Getting back to Rysznard Kapuscinski (1932-2007): he was a brilliant Polish journalist who spent forty years, more or less, trampling throughout the African continent as its disparate nations were emerging from European colonialism to a mainly chaotic and often tragic independence in the later twentieth century.  His Shadow of the Sun (1998) is unlike any other “travel” book I have read.  He went all over Africa, and in a couple of dozen shortish chapters he displays a magnificent humanistic sympathy for a dizzying diversity of individual Africans and the extraordinary physical and cultural conditions in which they live.  Most of the essays in the book could be fairly described as “impressionistic,” but one alone aspires to objective history.  It is called “A Lecture on Rwanda,” and it brought me as close as I am ever likely to come to “understanding” the Rwandan genocide of the 1990s—an orgy of “ethnic cleansing” in which at least half a million men women and children were hacked, bludgeoned, stabbed, crushed, and incinerated to death by their neighbors and fellow Rwandans.  The old colonial powers hardly helped; but Kapuscinski persuades me that the genocide was, eventually, mainly about cows.

 zebu cow

The historical scene Kapuscinski invokes was not unlike that of Anglo-Norman England.  You had in medieval Rwanda a tribal society in which a small aristocratic group (Tutsis) lorded it over a large population of agricultural serfs (Hutus).   Both were part of the Banyarwanda nation, speaking the same language.  But the Tutsis were cattlemen, the Hutus dirt farmers.  “The greatest, and really sole wealth [of the Tutsis] was cattle: the zebu cows, a breed characterized by long, beautiful, swordlike horns.  These cows were never killed—they were sacred, immutable.”  The Tutsi king’s personal herd was enormous.  The great annual ceremony was a parade of cows.  “A million of them would pass before the monarch.  This lasted hours.  The animals raised clouds of dust that hung over the kingdom for a long time.”  Open ground squandered on cattle grazing could not be tilled for crops, and the Tutsi demands for expanding grazing grounds was insatiable.  Free range cattle are a most inefficient means of delivering dietary protein.  Free range cattle raised for symbolic wealth accumulation demonstrate “savage capitalism” in embryo.  By the mid-twentieth century there was a huge population in Rwanda trying to live on far too little land.  By then the ancient zebu herds might be more racial memory than reality, but they were a very powerful memory.

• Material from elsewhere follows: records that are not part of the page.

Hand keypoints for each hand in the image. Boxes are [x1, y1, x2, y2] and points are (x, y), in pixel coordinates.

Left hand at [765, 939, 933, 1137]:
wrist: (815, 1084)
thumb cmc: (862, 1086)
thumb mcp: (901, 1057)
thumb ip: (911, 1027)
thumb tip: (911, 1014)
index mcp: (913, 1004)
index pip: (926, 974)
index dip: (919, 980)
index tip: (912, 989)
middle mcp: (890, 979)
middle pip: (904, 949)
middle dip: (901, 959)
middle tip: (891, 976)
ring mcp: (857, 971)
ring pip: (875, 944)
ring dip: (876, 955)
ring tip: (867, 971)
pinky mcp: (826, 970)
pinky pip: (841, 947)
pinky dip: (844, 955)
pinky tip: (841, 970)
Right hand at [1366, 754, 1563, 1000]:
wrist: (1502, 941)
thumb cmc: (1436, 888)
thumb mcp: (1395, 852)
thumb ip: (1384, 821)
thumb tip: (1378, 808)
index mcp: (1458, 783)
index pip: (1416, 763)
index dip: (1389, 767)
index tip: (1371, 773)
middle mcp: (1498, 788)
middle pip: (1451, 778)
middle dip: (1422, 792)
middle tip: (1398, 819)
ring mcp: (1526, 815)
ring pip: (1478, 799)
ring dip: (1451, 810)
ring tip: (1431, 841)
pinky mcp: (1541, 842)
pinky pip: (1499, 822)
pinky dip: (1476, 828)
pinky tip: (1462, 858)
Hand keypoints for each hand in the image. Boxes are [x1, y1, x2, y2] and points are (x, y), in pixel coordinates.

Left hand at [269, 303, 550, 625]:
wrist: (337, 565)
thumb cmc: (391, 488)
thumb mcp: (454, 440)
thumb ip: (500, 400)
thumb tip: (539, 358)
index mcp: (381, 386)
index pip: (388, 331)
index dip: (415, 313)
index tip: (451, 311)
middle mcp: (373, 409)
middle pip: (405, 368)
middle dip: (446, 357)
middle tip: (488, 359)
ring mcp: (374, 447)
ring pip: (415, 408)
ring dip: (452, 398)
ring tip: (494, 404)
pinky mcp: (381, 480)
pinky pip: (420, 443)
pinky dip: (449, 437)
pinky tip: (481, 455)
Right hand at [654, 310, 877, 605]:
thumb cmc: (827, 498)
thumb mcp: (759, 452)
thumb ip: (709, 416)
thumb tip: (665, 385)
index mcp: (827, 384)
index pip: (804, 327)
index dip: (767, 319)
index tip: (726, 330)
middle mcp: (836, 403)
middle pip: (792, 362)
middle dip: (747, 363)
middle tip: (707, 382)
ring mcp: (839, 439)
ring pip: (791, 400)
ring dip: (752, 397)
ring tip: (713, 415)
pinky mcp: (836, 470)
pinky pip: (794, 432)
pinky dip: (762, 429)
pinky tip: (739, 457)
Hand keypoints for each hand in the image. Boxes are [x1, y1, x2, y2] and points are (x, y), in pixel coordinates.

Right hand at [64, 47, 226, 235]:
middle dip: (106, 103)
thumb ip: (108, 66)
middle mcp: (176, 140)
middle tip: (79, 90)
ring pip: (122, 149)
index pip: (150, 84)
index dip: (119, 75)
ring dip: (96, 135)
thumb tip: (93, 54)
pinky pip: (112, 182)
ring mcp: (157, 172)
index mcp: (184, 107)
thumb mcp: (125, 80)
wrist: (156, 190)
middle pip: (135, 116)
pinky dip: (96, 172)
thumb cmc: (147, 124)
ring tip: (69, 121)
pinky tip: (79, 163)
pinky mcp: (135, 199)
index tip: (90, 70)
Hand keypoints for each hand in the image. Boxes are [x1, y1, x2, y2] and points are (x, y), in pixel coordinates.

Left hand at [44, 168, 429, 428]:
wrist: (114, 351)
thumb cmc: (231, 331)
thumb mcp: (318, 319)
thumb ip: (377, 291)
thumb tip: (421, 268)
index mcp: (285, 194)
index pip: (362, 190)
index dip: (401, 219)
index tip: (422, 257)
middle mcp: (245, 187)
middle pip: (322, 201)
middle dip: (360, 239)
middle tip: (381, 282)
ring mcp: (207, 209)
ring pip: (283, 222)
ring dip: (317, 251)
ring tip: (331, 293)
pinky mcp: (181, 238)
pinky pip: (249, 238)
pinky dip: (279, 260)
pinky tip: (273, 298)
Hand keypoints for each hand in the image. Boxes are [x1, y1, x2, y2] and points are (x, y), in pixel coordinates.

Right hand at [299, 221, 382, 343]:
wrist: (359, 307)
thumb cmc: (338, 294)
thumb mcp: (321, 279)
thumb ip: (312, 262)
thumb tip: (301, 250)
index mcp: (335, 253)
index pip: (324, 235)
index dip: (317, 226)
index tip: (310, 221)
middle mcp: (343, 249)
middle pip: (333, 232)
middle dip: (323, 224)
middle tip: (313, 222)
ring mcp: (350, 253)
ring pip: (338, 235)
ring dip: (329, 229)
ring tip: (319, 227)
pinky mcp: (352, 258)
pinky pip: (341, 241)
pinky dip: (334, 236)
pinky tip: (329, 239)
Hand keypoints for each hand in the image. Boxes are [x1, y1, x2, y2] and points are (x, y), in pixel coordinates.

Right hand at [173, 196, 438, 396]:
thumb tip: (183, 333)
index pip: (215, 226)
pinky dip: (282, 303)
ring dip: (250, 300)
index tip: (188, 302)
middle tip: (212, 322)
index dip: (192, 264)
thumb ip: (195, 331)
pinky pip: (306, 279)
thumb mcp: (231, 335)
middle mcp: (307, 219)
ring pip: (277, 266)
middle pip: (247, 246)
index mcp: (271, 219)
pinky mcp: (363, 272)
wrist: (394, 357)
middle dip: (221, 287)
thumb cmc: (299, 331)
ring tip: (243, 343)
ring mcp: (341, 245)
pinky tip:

“That is how the Rwandan drama is engendered,” writes Kapuscinski, “the tragedy of the Banyarwanda nation, born of an almost Israeli-Palestinian inability to reconcile the interests of two social groups laying claim to the same scrap of land, too small and confined to accommodate them both.  Within this drama is spawned the temptation, at first weak and vague, but with the passing of years ever more clear and insistent, of the Endlosung—a final solution.”